How are cold sores treated in a child?
Treatment will depend on your child’s symptoms, age, and general health. It will also depend on how severe the condition is.
The herpes simplex virus infection that causes cold sores is a life-long infection. Therefore it can’t be completely eliminated from the body by treatment, but the treatment may help ease some cold sore symptoms and help these to resolve sooner. Treatment may include antiviral medicine and other types of prescription medicines. These medicines work best if started as soon as possible after the first sign of a herpes infection or recurrence. Talk with your child’s healthcare providers about the risks, benefits, and possible side effects of all medicines. Cold sores usually don't scar. They last 3 to 14 days, depending on how extensive they are.
What are possible complications of cold sores in a child?
In the vast majority of children, cold sores are annoying and painful but don't cause complications or serious consequences. In rare cases, the herpes simplex virus can cause inflammation of the brain (encephalitis). This is a serious illness and needs to be treated right away. It can lead to long-term problems of the brain.
Cold sores in a newborn baby can cause serious illness and death. This may be the case even when treated with medicine.
How can I help prevent cold sores in my child?
If someone in your household has herpes simplex, you can protect your child by making sure they are not exposed. Keep in mind that the virus may be in saliva even when there are no cold sores. Tell your child not to kiss, share cups or utensils, or share washcloths or towels with the person. Tell your child not to touch a cold sore.
If your child has a cold sore, make sure he or she does not:
Touch or rub the cold sore
Share cups or eating utensils
Share wash cloths or towels
The healthcare provider may advise keeping your child home from school during the first infection of herpes simplex virus.
How can I help my child manage recurring cold sores?
Sun protection can help prevent future cold sore breakouts. Put sunscreen on your child’s face and lips. Apply a lip balm that contains sunscreen. And have them wear a hat with a brim.
Reducing stress can also help to reduce outbreaks.
When should I call my child’s healthcare provider?

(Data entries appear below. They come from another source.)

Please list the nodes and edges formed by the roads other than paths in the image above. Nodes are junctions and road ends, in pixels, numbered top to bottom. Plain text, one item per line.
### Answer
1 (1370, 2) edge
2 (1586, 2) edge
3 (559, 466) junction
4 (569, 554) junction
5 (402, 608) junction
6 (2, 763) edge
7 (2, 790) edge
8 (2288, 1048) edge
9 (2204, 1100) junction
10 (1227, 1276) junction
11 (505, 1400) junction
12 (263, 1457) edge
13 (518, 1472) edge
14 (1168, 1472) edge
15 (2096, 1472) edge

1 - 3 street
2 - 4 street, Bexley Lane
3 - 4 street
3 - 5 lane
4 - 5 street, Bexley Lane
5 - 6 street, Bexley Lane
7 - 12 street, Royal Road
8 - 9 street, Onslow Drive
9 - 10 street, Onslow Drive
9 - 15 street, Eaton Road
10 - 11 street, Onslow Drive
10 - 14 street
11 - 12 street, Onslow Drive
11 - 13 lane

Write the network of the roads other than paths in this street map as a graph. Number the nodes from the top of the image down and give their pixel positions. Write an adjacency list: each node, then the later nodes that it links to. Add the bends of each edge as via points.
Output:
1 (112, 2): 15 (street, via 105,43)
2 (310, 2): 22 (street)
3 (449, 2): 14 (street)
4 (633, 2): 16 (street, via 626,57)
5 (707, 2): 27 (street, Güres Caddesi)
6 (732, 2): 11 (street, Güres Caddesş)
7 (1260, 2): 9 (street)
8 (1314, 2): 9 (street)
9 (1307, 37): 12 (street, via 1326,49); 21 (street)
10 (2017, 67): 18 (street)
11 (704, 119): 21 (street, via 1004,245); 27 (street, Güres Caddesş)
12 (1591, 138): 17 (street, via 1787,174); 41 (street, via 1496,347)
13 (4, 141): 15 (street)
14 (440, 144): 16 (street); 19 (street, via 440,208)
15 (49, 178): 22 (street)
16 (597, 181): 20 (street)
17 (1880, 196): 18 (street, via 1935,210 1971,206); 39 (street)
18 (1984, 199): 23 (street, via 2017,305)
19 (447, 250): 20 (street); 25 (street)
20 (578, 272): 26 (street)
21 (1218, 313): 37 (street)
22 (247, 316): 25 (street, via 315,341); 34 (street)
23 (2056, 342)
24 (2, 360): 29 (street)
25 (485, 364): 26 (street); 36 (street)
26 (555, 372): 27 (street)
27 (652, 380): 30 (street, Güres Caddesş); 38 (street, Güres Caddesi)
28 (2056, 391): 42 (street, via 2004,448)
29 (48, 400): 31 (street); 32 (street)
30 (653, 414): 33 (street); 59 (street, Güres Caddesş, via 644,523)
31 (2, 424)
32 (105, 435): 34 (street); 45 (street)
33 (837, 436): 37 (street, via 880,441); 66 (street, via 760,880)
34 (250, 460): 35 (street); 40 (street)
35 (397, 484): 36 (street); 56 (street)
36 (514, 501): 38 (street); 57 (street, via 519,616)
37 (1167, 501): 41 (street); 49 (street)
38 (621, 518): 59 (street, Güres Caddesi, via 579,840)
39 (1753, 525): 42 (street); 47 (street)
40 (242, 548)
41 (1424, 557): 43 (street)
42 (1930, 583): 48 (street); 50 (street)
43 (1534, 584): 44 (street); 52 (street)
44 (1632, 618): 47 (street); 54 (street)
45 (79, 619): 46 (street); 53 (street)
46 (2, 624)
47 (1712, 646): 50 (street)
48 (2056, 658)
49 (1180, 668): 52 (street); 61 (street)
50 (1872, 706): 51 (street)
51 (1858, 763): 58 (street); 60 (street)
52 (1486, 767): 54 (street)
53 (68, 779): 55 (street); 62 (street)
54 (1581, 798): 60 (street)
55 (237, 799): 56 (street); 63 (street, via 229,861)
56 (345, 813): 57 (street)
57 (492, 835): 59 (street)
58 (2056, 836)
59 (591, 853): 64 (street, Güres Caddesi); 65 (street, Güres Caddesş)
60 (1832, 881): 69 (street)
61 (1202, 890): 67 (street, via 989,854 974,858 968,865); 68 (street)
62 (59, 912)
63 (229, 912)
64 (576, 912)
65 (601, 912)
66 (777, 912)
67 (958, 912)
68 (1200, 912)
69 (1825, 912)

Call the healthcare provider if your child has:
Symptoms that don’t get better, or get worse
Symptoms that don't go away within 2 weeks
Key points about cold sores in children
Cold sores are small blisters around the mouth caused by the herpes simplex virus.
The herpes simplex virus in a cold sore is contagious. It can be spread to others by kissing, sharing cups or utensils, sharing washcloths or towels, or by touching the cold sore before it is healed. The virus can also be spread to others 24 to 48 hours before the cold sore appears.
Symptoms include a small blister or group of blisters on the lips and mouth that enlarge, leak fluid, then crust over.
In most children, cold sores do not cause complications. Rarely, the herpes simplex virus can cause inflammation of the brain (encephalitis). This is a serious illness and needs to be treated right away.
If your child has a cold sore, make sure they don't kiss, share cups or utensils, share washcloths or towels, or touch the cold sore.
Tips to help you get the most from a visit to your child’s healthcare provider:
Know the reason for the visit and what you want to happen.
Before your visit, write down questions you want answered.
At the visit, write down the name of a new diagnosis, and any new medicines, treatments, or tests. Also write down any new instructions your provider gives you for your child.
Know why a new medicine or treatment is prescribed and how it will help your child. Also know what the side effects are.
Ask if your child’s condition can be treated in other ways.
Know why a test or procedure is recommended and what the results could mean.
Know what to expect if your child does not take the medicine or have the test or procedure.
If your child has a follow-up appointment, write down the date, time, and purpose for that visit.
Know how you can contact your child’s provider after office hours. This is important if your child becomes ill and you have questions or need advice.